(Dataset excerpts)
·····

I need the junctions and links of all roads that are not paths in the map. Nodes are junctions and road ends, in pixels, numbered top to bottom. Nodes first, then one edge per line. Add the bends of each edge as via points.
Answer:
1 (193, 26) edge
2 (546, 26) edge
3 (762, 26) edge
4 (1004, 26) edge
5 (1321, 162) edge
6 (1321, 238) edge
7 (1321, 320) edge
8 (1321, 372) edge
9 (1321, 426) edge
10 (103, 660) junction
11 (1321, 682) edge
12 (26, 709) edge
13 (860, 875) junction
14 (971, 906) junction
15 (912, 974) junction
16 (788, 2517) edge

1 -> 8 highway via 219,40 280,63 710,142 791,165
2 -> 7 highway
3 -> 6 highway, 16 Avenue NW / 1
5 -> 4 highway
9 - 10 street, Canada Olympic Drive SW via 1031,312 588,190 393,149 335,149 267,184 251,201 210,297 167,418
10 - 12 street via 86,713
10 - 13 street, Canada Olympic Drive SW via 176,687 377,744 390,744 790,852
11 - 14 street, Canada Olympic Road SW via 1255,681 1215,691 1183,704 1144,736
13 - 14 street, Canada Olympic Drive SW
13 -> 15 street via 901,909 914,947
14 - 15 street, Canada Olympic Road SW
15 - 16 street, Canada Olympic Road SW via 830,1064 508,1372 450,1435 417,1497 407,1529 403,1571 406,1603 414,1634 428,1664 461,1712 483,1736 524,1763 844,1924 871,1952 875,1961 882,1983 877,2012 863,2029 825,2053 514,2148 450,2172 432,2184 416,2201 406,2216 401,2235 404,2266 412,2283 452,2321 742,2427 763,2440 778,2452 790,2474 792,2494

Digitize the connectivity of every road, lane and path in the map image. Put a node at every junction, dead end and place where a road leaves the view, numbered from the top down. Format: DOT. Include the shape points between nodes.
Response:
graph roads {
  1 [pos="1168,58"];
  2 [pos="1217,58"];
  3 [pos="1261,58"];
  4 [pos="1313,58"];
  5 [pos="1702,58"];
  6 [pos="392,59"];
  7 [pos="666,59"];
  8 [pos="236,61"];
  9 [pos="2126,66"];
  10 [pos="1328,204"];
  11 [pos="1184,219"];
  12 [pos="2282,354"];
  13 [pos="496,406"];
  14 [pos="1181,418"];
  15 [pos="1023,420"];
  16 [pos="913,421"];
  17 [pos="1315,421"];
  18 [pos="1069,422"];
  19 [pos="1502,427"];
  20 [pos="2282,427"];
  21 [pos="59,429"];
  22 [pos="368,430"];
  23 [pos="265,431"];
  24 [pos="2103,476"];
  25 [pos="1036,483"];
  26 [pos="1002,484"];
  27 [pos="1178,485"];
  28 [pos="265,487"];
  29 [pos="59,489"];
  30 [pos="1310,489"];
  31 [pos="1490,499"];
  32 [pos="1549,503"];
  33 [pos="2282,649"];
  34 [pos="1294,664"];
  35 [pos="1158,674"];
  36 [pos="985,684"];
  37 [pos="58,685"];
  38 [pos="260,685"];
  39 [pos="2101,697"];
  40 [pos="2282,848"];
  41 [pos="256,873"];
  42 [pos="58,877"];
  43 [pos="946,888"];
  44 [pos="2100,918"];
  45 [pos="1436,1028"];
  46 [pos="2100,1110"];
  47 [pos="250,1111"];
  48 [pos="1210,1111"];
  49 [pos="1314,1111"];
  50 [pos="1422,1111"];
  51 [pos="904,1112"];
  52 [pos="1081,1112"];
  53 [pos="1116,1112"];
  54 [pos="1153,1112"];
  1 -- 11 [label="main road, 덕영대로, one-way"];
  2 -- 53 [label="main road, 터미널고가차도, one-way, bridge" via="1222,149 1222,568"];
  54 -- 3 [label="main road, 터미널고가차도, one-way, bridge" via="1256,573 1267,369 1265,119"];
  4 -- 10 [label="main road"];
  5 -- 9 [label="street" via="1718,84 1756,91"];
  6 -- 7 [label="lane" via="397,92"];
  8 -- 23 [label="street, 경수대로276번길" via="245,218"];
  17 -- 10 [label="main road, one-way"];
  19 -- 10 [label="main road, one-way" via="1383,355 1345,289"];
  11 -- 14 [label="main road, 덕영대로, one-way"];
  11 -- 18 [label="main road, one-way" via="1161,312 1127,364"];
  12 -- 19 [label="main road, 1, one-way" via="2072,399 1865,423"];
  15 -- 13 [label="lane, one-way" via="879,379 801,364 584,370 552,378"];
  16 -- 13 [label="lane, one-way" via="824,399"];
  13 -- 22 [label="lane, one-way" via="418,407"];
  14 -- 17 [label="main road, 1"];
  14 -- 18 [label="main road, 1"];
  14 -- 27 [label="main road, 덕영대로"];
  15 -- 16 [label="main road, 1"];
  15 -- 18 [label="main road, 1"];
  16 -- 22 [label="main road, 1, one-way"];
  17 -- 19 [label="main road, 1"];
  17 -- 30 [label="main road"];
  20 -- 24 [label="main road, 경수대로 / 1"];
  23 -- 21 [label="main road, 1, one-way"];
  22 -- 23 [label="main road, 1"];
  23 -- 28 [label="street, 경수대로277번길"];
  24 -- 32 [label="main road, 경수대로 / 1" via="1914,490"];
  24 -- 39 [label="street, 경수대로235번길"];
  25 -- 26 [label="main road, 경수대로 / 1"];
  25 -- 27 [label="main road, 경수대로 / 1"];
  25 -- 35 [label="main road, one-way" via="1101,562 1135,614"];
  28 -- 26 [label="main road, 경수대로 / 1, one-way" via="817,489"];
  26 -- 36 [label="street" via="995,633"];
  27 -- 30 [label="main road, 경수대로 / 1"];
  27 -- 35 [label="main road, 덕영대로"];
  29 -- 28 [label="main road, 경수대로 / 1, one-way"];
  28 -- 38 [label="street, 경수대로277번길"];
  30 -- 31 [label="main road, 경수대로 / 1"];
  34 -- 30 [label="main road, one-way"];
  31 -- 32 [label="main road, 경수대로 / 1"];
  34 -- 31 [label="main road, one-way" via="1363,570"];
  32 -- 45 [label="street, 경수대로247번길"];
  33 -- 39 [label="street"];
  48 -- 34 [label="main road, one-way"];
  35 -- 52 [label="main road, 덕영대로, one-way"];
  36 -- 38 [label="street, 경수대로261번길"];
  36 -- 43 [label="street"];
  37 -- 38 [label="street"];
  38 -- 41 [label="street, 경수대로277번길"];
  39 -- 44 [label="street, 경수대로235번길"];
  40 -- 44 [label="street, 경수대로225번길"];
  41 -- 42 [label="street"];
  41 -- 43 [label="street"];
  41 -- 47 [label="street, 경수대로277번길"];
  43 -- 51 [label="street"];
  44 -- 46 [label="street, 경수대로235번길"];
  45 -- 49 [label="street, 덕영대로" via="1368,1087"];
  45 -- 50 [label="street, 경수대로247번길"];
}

·····

◆ Task prompt ◆
The answer must be a word-for-word transcription of every record above.

◆ Written response ◆
I need the junctions and links of all roads that are not paths in the map. Nodes are junctions and road ends, in pixels, numbered top to bottom. Nodes first, then one edge per line. Add the bends of each edge as via points.
Answer:
1 (193, 26) edge
2 (546, 26) edge
3 (762, 26) edge
4 (1004, 26) edge
5 (1321, 162) edge
6 (1321, 238) edge
7 (1321, 320) edge
8 (1321, 372) edge
9 (1321, 426) edge
10 (103, 660) junction
11 (1321, 682) edge
12 (26, 709) edge
13 (860, 875) junction
14 (971, 906) junction
15 (912, 974) junction
16 (788, 2517) edge

1 -> 8 highway via 219,40 280,63 710,142 791,165
2 -> 7 highway
3 -> 6 highway, 16 Avenue NW / 1
5 -> 4 highway
9 - 10 street, Canada Olympic Drive SW via 1031,312 588,190 393,149 335,149 267,184 251,201 210,297 167,418
10 - 12 street via 86,713
10 - 13 street, Canada Olympic Drive SW via 176,687 377,744 390,744 790,852
11 - 14 street, Canada Olympic Road SW via 1255,681 1215,691 1183,704 1144,736
13 - 14 street, Canada Olympic Drive SW
13 -> 15 street via 901,909 914,947
14 - 15 street, Canada Olympic Road SW
15 - 16 street, Canada Olympic Road SW via 830,1064 508,1372 450,1435 417,1497 407,1529 403,1571 406,1603 414,1634 428,1664 461,1712 483,1736 524,1763 844,1924 871,1952 875,1961 882,1983 877,2012 863,2029 825,2053 514,2148 450,2172 432,2184 416,2201 406,2216 401,2235 404,2266 412,2283 452,2321 742,2427 763,2440 778,2452 790,2474 792,2494

Digitize the connectivity of every road, lane and path in the map image. Put a node at every junction, dead end and place where a road leaves the view, numbered from the top down. Format: DOT. Include the shape points between nodes.
Response:
graph roads {
  1 [pos="1168,58"];
  2 [pos="1217,58"];
  3 [pos="1261,58"];
  4 [pos="1313,58"];
  5 [pos="1702,58"];
  6 [pos="392,59"];
  7 [pos="666,59"];
  8 [pos="236,61"];
  9 [pos="2126,66"];
  10 [pos="1328,204"];
  11 [pos="1184,219"];
  12 [pos="2282,354"];
  13 [pos="496,406"];
  14 [pos="1181,418"];
  15 [pos="1023,420"];
  16 [pos="913,421"];
  17 [pos="1315,421"];
  18 [pos="1069,422"];
  19 [pos="1502,427"];
  20 [pos="2282,427"];
  21 [pos="59,429"];
  22 [pos="368,430"];
  23 [pos="265,431"];
  24 [pos="2103,476"];
  25 [pos="1036,483"];
  26 [pos="1002,484"];
  27 [pos="1178,485"];
  28 [pos="265,487"];
  29 [pos="59,489"];
  30 [pos="1310,489"];
  31 [pos="1490,499"];
  32 [pos="1549,503"];
  33 [pos="2282,649"];
  34 [pos="1294,664"];
  35 [pos="1158,674"];
  36 [pos="985,684"];
  37 [pos="58,685"];
  38 [pos="260,685"];
  39 [pos="2101,697"];
  40 [pos="2282,848"];
  41 [pos="256,873"];
  42 [pos="58,877"];
  43 [pos="946,888"];
  44 [pos="2100,918"];
  45 [pos="1436,1028"];
  46 [pos="2100,1110"];
  47 [pos="250,1111"];
  48 [pos="1210,1111"];
  49 [pos="1314,1111"];
  50 [pos="1422,1111"];
  51 [pos="904,1112"];
  52 [pos="1081,1112"];
  53 [pos="1116,1112"];
  54 [pos="1153,1112"];
  1 -- 11 [label="main road, 덕영대로, one-way"];
  2 -- 53 [label="main road, 터미널고가차도, one-way, bridge" via="1222,149 1222,568"];
  54 -- 3 [label="main road, 터미널고가차도, one-way, bridge" via="1256,573 1267,369 1265,119"];
  4 -- 10 [label="main road"];
  5 -- 9 [label="street" via="1718,84 1756,91"];
  6 -- 7 [label="lane" via="397,92"];
  8 -- 23 [label="street, 경수대로276번길" via="245,218"];
  17 -- 10 [label="main road, one-way"];
  19 -- 10 [label="main road, one-way" via="1383,355 1345,289"];
  11 -- 14 [label="main road, 덕영대로, one-way"];
  11 -- 18 [label="main road, one-way" via="1161,312 1127,364"];
  12 -- 19 [label="main road, 1, one-way" via="2072,399 1865,423"];
  15 -- 13 [label="lane, one-way" via="879,379 801,364 584,370 552,378"];
  16 -- 13 [label="lane, one-way" via="824,399"];
  13 -- 22 [label="lane, one-way" via="418,407"];
  14 -- 17 [label="main road, 1"];
  14 -- 18 [label="main road, 1"];
  14 -- 27 [label="main road, 덕영대로"];
  15 -- 16 [label="main road, 1"];
  15 -- 18 [label="main road, 1"];
  16 -- 22 [label="main road, 1, one-way"];
  17 -- 19 [label="main road, 1"];
  17 -- 30 [label="main road"];
  20 -- 24 [label="main road, 경수대로 / 1"];
  23 -- 21 [label="main road, 1, one-way"];
  22 -- 23 [label="main road, 1"];
  23 -- 28 [label="street, 경수대로277번길"];
  24 -- 32 [label="main road, 경수대로 / 1" via="1914,490"];
  24 -- 39 [label="street, 경수대로235번길"];
  25 -- 26 [label="main road, 경수대로 / 1"];
  25 -- 27 [label="main road, 경수대로 / 1"];
  25 -- 35 [label="main road, one-way" via="1101,562 1135,614"];
  28 -- 26 [label="main road, 경수대로 / 1, one-way" via="817,489"];
  26 -- 36 [label="street" via="995,633"];
  27 -- 30 [label="main road, 경수대로 / 1"];
  27 -- 35 [label="main road, 덕영대로"];
  29 -- 28 [label="main road, 경수대로 / 1, one-way"];
  28 -- 38 [label="street, 경수대로277번길"];
  30 -- 31 [label="main road, 경수대로 / 1"];
  34 -- 30 [label="main road, one-way"];
  31 -- 32 [label="main road, 경수대로 / 1"];
  34 -- 31 [label="main road, one-way" via="1363,570"];
  32 -- 45 [label="street, 경수대로247번길"];
  33 -- 39 [label="street"];
  48 -- 34 [label="main road, one-way"];
  35 -- 52 [label="main road, 덕영대로, one-way"];
  36 -- 38 [label="street, 경수대로261번길"];
  36 -- 43 [label="street"];
  37 -- 38 [label="street"];
  38 -- 41 [label="street, 경수대로277번길"];
  39 -- 44 [label="street, 경수대로235번길"];
  40 -- 44 [label="street, 경수대로225번길"];
  41 -- 42 [label="street"];
  41 -- 43 [label="street"];
  41 -- 47 [label="street, 경수대로277번길"];
  43 -- 51 [label="street"];
  44 -- 46 [label="street, 경수대로235번길"];
  45 -- 49 [label="street, 덕영대로" via="1368,1087"];
  45 -- 50 [label="street, 경수대로247번길"];
}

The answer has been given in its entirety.